Exercise material section start
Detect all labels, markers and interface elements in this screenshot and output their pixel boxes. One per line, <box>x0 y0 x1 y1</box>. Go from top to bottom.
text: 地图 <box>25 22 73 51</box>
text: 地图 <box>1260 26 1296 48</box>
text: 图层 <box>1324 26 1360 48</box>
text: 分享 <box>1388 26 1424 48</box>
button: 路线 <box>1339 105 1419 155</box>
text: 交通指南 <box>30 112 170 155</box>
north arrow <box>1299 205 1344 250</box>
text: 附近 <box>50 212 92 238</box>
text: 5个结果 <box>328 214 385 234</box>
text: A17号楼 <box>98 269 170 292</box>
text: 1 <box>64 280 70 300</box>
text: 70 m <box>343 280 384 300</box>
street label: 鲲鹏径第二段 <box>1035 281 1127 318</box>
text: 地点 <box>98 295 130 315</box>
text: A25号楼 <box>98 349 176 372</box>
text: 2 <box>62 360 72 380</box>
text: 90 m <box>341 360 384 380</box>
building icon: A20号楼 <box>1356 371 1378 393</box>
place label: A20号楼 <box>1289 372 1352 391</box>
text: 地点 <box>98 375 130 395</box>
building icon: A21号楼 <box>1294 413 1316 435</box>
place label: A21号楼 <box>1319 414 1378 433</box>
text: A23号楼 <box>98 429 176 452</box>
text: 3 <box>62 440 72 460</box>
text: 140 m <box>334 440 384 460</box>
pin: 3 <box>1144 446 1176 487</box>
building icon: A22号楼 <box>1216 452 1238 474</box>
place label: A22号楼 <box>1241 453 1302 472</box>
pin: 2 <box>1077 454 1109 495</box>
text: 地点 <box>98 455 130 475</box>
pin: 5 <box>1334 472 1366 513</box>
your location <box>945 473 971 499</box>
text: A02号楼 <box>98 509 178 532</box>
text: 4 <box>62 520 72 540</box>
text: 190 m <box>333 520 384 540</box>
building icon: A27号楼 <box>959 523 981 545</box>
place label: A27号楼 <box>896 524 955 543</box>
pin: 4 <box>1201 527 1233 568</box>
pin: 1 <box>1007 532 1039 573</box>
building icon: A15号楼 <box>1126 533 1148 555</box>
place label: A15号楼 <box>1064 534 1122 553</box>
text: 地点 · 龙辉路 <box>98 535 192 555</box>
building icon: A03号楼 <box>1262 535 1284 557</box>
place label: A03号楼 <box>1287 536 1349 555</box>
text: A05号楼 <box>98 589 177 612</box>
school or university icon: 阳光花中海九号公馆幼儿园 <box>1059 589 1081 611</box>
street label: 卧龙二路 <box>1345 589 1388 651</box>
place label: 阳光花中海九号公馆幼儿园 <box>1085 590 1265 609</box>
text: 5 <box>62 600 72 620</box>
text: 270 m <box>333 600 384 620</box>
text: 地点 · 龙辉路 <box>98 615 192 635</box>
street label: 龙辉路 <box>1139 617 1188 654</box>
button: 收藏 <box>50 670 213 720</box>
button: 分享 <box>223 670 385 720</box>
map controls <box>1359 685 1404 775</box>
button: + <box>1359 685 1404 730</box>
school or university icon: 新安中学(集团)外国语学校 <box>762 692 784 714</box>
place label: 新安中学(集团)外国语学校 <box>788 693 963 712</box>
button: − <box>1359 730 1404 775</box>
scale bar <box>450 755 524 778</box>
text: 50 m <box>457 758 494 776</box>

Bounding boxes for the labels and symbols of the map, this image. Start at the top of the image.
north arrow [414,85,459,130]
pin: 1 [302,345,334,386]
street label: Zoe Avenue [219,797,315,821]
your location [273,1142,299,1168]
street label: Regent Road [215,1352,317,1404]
Exercise material section end
**Your task**
From the entries above, collect every line with the string "labels" in it.

**Answer**
Detect all labels, markers and interface elements in this screenshot and output their pixel boxes. One per line, <box>x0 y0 x1 y1</box>. Go from top to bottom.
Bounding boxes for the labels and symbols of the map, this image. Start at the top of the image.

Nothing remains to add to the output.